He was trying to make me rise, which wasn’t difficult, because I was seething at myself for the assumptions I had made and the long journey I had undertaken for nothing.

‘I’m sure it was tragic for the Shaws,’ I said tightly.

‘Not half as tragic as it was for the hundreds of tenants who had been grubbing a living from Shaws for centuries,’ he said.

From the corner of my eye, I saw his beautiful wife gliding around the floor with Ronnie and I felt profoundly foolish.

‘Every case is different,’ I said. ‘We, for example, have no tenants and yet we live in fear of our lives from people who throw rocks through our windows under cover of darkness.’

He blew his cheeks out. ‘There’s no excuse for that, but look at it their way. I bet you live behind walls. These people have lived for hundreds of years outside those walls. But now, suddenly, it’s dawned on them that they run this country, they make the laws. And the people inside the walls, except for their land, have no power any more. They have no allies and, with respect, no meaning. What’s happening is inevitable.’

On any normal day, I would have agreed with him wholeheartedly, but I hated myself so much at that moment that I wanted him too to despise me.

‘Are you some kind of politician, Mr Waters?’ I asked.

I could see how clear were his eyes and how deeply one could delve into them.

‘No, just someone who cares about their country.’

‘It will all lead to ruin,’ I said, hearing Bella in my voice. ‘If you can’t distinguish between patriotism and theft, then I feel very sorry for you.’

I was irking him, yet he struggled to keep composure.

‘You’re angry. Why?’

‘I’m not angry,’ I replied, furious with myself. ‘I just hate the politics of people who ignore the feelings and circumstances of others. What about law? What about fairness?’

‘Where’s the fairness in the fact that ninety-five percent of the wealth of this country is owned by three percent of the people?’ he asked and his cheeks all of a sudden blazed.

‘If I may say so’, I said, ‘that’s a half-baked philosophy that allows people who own nothing to take what isn’t theirs.’

I was blazing too, but I didn’t care. I wanted to burn any question or hint of affection that might have existed, however ephemerally, between us. I wanted never to be in this place again. I wanted to go home.

‘I’m sorry if I’ve upset you,’ he said, getting up. ‘I hope you enjoy your time here.’

I went out to the ladies room and stayed there for twenty minutes. I had been prepared to come and risk Ronnie’s advances in the hope of meeting the man I had dreamed of; and now I had met him, Frank Waters, and Alice, his wife, all I could wish for was that the time until the train left the next morning might somehow dissolve and that I could leave Monument. I was trembling with frustration.

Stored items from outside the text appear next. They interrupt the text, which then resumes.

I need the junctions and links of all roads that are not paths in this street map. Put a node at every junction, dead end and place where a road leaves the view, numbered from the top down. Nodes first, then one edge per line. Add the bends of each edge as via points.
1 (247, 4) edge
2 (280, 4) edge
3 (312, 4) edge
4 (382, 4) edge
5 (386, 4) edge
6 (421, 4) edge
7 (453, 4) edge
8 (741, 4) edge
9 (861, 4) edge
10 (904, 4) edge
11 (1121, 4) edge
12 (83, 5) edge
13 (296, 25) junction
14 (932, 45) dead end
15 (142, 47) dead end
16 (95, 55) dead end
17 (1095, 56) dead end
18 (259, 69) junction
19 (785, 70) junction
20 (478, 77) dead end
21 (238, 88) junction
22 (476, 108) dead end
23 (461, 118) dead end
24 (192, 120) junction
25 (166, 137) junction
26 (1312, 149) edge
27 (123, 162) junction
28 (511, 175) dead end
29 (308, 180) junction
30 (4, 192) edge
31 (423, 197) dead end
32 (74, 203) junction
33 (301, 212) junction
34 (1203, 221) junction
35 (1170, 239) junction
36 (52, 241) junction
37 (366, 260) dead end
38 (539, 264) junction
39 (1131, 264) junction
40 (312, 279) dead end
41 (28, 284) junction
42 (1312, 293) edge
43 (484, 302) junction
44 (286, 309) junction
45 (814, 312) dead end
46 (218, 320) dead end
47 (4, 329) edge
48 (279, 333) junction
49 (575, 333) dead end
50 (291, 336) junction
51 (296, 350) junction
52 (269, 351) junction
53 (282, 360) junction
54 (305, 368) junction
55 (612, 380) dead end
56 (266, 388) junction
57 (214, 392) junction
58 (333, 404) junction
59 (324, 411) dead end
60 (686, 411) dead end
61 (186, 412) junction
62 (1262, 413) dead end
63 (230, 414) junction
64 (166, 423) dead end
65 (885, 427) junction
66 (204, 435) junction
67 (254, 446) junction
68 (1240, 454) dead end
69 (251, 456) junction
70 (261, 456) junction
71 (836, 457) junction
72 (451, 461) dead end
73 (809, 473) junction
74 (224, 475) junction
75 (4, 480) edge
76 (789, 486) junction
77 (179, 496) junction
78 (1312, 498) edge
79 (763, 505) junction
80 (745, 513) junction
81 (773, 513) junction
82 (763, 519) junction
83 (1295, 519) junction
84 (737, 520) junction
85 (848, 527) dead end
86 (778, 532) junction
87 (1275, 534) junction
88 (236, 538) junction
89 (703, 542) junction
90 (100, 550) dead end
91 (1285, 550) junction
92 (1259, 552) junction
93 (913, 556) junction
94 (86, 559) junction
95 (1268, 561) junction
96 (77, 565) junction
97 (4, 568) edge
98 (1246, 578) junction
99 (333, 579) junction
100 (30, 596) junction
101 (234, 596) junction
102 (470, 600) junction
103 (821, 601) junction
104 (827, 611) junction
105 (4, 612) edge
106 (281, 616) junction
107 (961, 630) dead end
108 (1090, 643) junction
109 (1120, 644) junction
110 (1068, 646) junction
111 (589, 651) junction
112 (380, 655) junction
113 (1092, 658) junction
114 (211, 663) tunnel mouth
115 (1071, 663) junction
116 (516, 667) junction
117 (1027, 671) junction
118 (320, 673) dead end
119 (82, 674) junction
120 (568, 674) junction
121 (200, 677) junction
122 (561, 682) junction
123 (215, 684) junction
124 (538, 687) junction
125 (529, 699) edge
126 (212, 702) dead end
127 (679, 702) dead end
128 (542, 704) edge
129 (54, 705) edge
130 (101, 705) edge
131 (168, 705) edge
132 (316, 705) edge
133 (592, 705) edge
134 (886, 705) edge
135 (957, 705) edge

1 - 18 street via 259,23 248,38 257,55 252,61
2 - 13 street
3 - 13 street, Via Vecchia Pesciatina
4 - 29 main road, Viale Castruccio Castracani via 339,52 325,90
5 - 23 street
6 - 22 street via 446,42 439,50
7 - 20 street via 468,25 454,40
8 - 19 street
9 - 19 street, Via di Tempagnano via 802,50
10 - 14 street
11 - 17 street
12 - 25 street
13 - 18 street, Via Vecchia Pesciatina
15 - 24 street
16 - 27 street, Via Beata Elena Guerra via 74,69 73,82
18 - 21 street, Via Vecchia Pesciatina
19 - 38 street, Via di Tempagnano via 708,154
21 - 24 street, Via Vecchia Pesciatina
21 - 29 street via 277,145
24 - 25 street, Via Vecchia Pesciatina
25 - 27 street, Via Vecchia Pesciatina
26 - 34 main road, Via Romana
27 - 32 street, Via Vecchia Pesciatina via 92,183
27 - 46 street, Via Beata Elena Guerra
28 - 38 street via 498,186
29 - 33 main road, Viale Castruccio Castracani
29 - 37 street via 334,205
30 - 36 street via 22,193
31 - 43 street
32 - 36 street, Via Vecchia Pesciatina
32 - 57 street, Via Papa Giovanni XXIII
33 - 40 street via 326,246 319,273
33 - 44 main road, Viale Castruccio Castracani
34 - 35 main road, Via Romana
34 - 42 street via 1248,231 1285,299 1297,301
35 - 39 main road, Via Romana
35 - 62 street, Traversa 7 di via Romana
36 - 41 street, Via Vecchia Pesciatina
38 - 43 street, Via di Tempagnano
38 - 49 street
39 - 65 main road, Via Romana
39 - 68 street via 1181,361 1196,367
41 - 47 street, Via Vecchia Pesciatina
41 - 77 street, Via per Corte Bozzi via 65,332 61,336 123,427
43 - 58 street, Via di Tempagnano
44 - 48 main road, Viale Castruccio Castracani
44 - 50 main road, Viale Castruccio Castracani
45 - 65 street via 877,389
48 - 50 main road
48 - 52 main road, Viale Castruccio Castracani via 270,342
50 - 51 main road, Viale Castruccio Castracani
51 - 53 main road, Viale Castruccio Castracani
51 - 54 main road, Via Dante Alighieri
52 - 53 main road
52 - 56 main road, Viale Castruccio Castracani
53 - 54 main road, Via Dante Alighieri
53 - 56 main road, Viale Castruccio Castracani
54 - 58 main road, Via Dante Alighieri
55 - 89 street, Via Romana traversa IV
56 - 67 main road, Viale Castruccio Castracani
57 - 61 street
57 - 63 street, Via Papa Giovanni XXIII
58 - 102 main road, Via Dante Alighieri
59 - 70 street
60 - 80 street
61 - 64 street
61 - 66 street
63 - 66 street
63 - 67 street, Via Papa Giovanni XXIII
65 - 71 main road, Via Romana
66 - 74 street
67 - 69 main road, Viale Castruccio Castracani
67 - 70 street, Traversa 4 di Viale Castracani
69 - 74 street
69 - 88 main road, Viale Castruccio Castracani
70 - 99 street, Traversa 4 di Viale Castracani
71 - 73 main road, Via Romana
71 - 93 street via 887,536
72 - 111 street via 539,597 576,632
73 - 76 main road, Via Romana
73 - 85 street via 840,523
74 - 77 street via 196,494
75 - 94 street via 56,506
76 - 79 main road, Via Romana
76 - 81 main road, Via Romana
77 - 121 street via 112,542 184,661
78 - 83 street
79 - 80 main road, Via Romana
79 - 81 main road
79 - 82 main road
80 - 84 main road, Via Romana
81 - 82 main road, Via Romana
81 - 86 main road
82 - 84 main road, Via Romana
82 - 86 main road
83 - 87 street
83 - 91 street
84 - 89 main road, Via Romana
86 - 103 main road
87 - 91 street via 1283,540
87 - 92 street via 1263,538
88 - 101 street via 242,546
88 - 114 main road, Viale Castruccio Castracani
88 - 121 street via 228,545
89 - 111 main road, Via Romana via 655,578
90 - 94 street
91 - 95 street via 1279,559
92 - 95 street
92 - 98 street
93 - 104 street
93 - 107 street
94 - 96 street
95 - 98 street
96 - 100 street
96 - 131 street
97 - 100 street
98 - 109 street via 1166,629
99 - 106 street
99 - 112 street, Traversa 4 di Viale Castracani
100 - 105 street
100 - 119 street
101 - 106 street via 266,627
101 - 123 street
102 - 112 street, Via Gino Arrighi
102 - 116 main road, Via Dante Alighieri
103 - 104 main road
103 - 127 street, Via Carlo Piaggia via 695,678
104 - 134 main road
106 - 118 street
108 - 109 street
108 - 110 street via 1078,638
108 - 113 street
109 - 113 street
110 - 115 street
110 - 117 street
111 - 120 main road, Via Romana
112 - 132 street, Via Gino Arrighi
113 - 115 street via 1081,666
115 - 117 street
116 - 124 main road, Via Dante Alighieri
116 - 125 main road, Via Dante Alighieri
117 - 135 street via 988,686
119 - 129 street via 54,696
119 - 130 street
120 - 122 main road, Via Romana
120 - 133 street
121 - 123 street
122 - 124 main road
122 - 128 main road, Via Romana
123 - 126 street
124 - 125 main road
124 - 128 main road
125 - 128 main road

If I had taken the merest precaution of asking a simple question during the five hours it had taken Tom to drive us home the last time, I could have prevented this disaster. I think I had been afraid of Bella, who had commandeered the front of the car, afraid of her picking up my interest and her subsequent reaction, which would have been one of scorn. But it was no use blaming Bella. The thought that Frank might have sensed my interest and was amused by it added farther vinegar to the wound. I put my head into my hands and shrieked into my lap for my embarrassment.

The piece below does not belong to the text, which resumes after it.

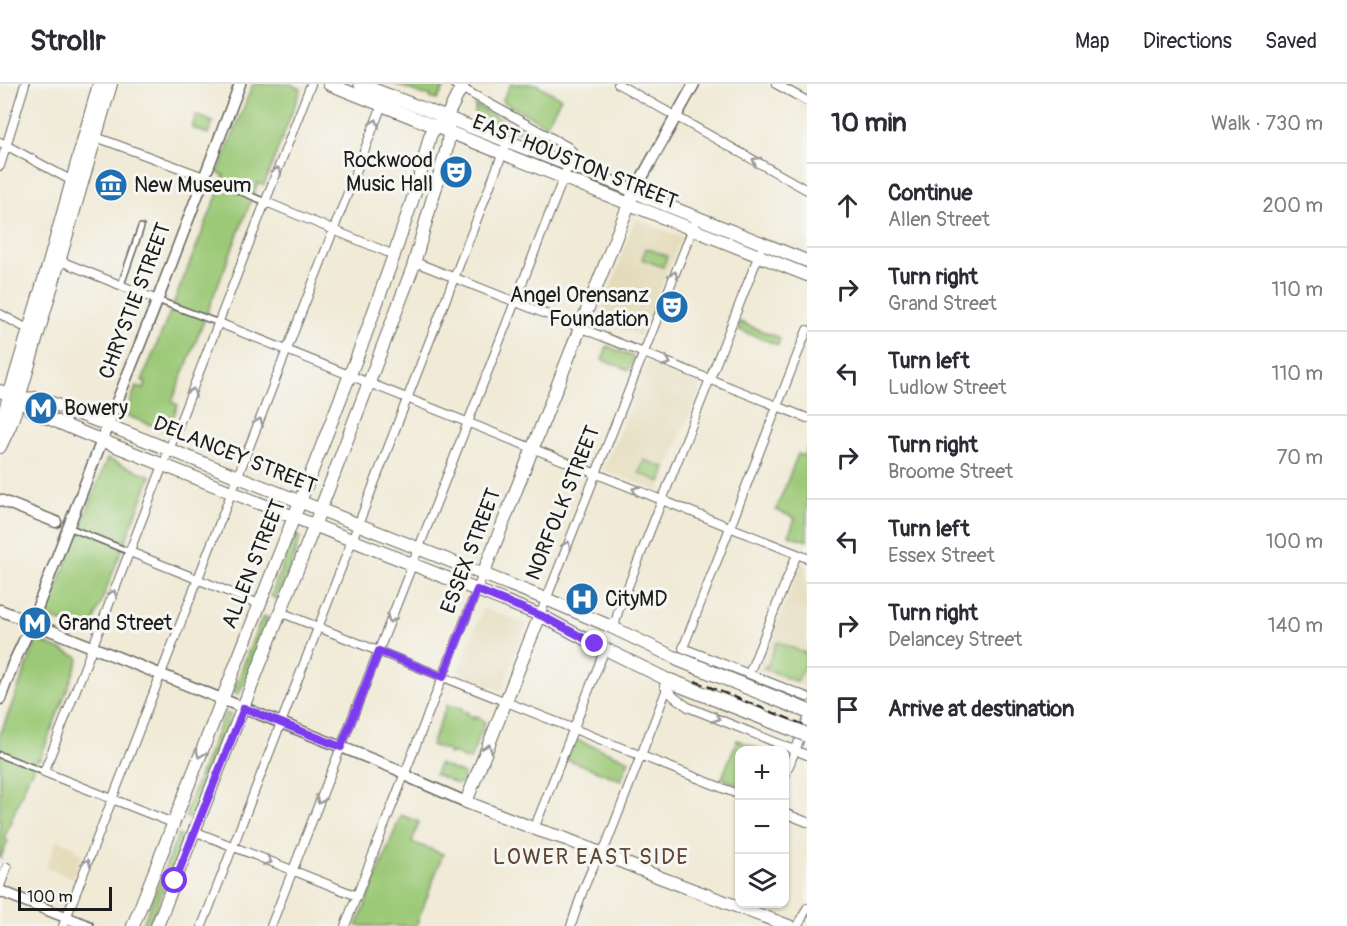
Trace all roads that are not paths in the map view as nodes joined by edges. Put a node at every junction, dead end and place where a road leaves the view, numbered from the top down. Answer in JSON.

I emerged some time later, resolved: I would tell Ronnie I was ill and that I would have to retire early. As I made my way towards the dining room, I heard shouts. The band had stopped. A commotion was ensuing near the door and I realised that the rugby club’s banner had been torn down. A woman screamed. I heard a shout of
Up the Republic!
Half a dozen men or more were struggling to regain possession of their banner from a diminutive, bearded figure who had been wrestled to the floor. A man to the left of the ruck led with his foot. The circle around the fallen man closed.

‘Kill the little fucker!’

‘Dirty Shinner!’

The sight was appalling, a man on the ground being kicked.


Get away from him!
’ Alice Waters flew at the kicking men like an enraged hawk. ‘
Stop it!
’ she screamed.

She clawed at them, trying to drag them off, but they scarcely noticed her. Blood appeared on the fallen man’s face, or what I could see of it. Some of his attackers fell over in their eagerness. Then, in a movement so fast that it was hard to follow, Frank Waters was in the thick of it, diving to the floor. It might have been a rugby match. Seconds later, he was in the centre of the crowd, a space cleared around him, panting, standing over the fallen man.

‘That’s enough!’

‘Fucking little republican bastard!’ swore one man. He drew back his foot again. Frank punched him square between the eyes and he went down.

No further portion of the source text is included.